When we presented the museum with a CORA request to get more details, the museum told us it didn't have to comply. Even though it receives more than $7 million in taxpayer money every year, lawyers for the museum assert the institution is not subject to the state's open-records law. The museum won't even turn over its budget, saying compliance with the minimal reporting requirements of the area's cultural tax district are sufficient.

We're confident state statute and caselaw entitle us to the museum's records, but their stonewalling will continue so long as their stance remains unchallenged in court. It would take roughly $10,000 to do so, say our lawyers.

The public shouldn't have to front thousands of dollars to pursue legal action to obtain records that should be readily available to the public. Government officials--included taxpayer-funded officials at the science museum--know they can stall and lawyer-up to prevent disclosure. We're learning they do not hesitate to do so.

Ultimately, any official receiving an open records act request should greet it with the integrity and seriousness it deserves. With every request we consider making, we ask an essential two-part question: “Will this request help ensure that our system remains open and honest, and can we obtain this information without resorting to a CORA request?”

It is only if we can answer both of these questions affirmatively that we proceed with our request.

We will continue to pursue CORAs. We will also continue to report on the insight they provide. The public deserves answers to the important questions we’ve asked. It's important to send the following message to every official at every level of government: Sunshine truly is the best medicine so let’s all let the sun shine in.


Denver Elections

In January NoCharterChange.org discovered that Dennis Burkfeldt, a city employee in Dennis Gallagher's office, was paid around $40,000. Try to locate those records. He coordinated the robo call campaign in favor of 1A, the charter change that abolished the l04 year old Denver Election Commission and established an elected Clerk and Recorder.

electionneutralitynow believes campaign finance should be been a priority. Instead,
elections have been denigrated and banished to the backwaters of the Clerk's office. Nothing has been done. A city council person has said they are working on it. Too late for the tax issues. So what? We were promised the Clerk would solve the problems and be resonsible.

The Clerk has blamed old people, space and the city tech department. Who is to blame for her sloppy recording keeping and inertia in state laws requiring campaign finance to be a priority?

This clerk is paid $l20,000. It is not supposed to be a blue ribbon for just trying. Instead of sitting around the camp fire of burning Denver elections singing songs and hugging each other, the Mayor and City Council should be insisting the Clerk do her job.

Isn't why we elected her?

http://www.electionneutralitynow.com/frontPage.do

Same thing at the Secretary of State

The Colorado Voter Group has had similar experiences with the Secretary of State's office.

Check out http://alkolwicz.net and look at the first four topics under the "State Oversight" tab (Mission, SCORE, Security, and Certification).
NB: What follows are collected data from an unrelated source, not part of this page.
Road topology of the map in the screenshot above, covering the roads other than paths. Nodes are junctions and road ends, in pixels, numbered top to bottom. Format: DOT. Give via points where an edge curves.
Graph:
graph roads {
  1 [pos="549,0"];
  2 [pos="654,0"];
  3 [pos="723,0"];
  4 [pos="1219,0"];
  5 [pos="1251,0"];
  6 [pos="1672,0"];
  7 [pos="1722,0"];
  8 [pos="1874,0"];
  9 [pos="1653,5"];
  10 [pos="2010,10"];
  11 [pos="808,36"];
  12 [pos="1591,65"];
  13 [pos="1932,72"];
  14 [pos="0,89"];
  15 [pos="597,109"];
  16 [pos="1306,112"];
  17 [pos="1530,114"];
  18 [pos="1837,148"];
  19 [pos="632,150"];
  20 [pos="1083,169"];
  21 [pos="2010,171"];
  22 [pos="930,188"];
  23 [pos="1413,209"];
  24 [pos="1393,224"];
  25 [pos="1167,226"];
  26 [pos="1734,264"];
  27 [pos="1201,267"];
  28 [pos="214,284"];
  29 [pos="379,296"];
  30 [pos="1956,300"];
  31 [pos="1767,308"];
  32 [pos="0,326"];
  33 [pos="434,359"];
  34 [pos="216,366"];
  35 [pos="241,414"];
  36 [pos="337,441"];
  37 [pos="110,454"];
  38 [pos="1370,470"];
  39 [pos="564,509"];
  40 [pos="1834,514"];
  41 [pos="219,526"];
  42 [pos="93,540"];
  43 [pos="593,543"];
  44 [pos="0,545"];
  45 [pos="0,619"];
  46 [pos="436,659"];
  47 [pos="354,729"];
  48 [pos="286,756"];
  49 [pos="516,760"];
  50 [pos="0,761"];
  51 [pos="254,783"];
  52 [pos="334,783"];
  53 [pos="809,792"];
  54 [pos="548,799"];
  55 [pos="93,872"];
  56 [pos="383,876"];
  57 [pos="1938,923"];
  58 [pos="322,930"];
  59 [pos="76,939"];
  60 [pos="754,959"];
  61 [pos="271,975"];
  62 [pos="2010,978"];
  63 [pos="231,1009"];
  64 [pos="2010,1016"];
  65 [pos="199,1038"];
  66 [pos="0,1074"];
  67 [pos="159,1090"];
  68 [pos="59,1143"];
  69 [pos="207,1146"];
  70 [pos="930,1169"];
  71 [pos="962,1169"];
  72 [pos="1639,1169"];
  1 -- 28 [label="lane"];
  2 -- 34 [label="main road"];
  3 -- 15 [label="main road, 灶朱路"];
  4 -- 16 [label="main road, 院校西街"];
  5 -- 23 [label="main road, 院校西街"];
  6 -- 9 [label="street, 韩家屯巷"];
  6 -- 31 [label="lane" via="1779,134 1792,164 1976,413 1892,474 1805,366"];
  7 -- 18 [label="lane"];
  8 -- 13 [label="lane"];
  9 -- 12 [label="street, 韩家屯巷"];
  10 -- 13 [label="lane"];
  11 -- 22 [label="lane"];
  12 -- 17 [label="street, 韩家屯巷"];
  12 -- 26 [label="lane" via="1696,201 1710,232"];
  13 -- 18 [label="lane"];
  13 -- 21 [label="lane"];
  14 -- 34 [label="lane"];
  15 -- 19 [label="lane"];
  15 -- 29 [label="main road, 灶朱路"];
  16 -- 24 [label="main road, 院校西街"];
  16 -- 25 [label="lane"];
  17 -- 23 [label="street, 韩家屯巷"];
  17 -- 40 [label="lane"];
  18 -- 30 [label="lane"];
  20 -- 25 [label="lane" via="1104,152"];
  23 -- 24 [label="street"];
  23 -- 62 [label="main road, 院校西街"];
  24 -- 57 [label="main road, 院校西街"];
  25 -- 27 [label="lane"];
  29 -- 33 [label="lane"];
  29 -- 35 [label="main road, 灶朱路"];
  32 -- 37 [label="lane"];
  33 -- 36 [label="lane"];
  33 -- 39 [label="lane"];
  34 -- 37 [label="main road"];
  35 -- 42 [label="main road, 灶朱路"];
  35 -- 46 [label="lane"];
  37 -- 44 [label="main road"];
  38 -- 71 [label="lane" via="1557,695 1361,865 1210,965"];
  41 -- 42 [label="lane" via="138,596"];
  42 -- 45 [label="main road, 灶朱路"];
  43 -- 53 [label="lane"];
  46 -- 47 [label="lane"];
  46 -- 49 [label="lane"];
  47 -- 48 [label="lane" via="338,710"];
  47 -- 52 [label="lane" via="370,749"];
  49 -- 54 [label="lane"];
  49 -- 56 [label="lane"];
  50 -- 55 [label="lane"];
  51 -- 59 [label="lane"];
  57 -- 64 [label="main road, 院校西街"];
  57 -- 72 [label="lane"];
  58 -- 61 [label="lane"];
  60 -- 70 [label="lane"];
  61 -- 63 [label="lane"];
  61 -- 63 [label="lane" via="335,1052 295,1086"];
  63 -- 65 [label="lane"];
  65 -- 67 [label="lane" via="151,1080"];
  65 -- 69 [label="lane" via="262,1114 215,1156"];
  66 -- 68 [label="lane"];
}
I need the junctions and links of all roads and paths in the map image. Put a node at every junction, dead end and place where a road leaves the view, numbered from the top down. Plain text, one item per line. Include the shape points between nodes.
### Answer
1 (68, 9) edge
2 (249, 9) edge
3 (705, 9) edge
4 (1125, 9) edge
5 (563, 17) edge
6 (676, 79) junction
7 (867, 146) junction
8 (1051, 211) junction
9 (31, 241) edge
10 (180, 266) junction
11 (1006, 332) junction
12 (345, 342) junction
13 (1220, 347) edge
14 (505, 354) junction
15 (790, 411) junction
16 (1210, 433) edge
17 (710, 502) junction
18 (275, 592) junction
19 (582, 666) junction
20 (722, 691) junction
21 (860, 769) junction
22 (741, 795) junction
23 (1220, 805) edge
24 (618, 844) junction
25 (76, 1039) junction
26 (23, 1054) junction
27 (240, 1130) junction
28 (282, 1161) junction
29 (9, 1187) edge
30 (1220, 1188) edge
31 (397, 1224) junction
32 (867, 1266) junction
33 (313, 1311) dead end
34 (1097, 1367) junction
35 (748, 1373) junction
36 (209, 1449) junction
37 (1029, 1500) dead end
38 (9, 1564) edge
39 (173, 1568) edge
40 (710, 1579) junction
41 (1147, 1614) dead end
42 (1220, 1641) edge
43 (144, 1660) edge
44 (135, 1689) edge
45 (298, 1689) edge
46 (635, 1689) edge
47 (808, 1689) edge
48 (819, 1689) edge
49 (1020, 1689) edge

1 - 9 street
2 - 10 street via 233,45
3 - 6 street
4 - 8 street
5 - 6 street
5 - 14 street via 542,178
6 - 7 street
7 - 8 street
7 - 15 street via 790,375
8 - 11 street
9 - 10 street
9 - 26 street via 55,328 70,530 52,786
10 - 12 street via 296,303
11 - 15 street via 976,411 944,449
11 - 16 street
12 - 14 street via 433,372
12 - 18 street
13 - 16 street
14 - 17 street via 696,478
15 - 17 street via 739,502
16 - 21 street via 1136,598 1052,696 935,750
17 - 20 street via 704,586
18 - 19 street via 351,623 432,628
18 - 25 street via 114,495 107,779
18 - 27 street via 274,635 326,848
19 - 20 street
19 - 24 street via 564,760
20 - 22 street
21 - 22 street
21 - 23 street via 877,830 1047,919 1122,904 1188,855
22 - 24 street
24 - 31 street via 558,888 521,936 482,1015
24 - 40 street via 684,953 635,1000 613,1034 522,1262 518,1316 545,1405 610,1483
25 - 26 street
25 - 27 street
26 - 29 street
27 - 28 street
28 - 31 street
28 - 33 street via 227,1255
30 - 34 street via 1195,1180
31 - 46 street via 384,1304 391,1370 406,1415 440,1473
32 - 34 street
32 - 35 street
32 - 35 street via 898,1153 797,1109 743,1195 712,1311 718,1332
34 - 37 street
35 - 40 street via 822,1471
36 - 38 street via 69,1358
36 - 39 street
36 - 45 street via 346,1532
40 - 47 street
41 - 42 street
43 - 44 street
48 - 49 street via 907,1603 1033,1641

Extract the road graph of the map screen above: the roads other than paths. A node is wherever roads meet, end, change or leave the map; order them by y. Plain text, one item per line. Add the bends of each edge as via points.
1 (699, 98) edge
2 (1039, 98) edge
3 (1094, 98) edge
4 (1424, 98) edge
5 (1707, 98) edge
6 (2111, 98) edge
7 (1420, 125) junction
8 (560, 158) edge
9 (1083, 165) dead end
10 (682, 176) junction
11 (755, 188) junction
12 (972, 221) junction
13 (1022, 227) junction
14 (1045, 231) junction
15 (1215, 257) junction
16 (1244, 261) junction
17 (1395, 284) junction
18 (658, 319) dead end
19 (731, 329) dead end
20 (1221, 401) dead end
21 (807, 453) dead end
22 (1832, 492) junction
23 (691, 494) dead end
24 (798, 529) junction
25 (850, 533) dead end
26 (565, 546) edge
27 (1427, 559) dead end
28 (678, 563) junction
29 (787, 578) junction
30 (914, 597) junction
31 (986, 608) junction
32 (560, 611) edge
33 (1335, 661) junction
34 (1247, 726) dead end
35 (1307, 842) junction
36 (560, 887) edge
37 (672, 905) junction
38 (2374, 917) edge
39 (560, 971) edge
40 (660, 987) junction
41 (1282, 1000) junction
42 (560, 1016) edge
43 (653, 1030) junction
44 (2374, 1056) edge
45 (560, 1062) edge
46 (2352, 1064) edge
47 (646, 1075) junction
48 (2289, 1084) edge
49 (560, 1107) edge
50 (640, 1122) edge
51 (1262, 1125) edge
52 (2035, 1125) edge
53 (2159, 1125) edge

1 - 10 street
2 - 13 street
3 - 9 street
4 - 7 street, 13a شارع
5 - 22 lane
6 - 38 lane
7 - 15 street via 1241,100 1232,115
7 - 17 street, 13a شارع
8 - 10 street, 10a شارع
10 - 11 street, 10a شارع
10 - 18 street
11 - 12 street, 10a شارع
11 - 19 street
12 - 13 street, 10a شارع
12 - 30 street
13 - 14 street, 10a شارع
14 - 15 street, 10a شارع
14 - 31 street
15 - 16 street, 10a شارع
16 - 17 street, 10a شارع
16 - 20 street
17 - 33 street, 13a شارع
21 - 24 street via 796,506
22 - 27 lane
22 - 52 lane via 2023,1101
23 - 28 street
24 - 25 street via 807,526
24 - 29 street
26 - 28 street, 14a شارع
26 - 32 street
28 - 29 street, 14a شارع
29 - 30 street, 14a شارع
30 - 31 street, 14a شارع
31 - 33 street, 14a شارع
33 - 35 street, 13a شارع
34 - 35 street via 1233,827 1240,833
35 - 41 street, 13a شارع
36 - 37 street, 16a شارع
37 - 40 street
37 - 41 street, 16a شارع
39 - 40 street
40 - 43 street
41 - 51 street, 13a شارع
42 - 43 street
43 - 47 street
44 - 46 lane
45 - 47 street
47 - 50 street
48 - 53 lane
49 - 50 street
You ought to be alarmed.

The department's lack of transparency and arrogance creates distrust and squashes voter confidence.

Al

Al Kolwicz
Colorado Voter Group
2867 Tincup Circle
Boulder, CO 80305
303-494-1540
AlKolwicz@qwest.net
www.AlKolwicz.net
www.coloradovotergroup.blogspot.com

Keep at it!

Bravo, FTS! Keep it up. The "old media" in this town are bought and paid for by the administration, or they're just too lazy to do their job. It's up to you!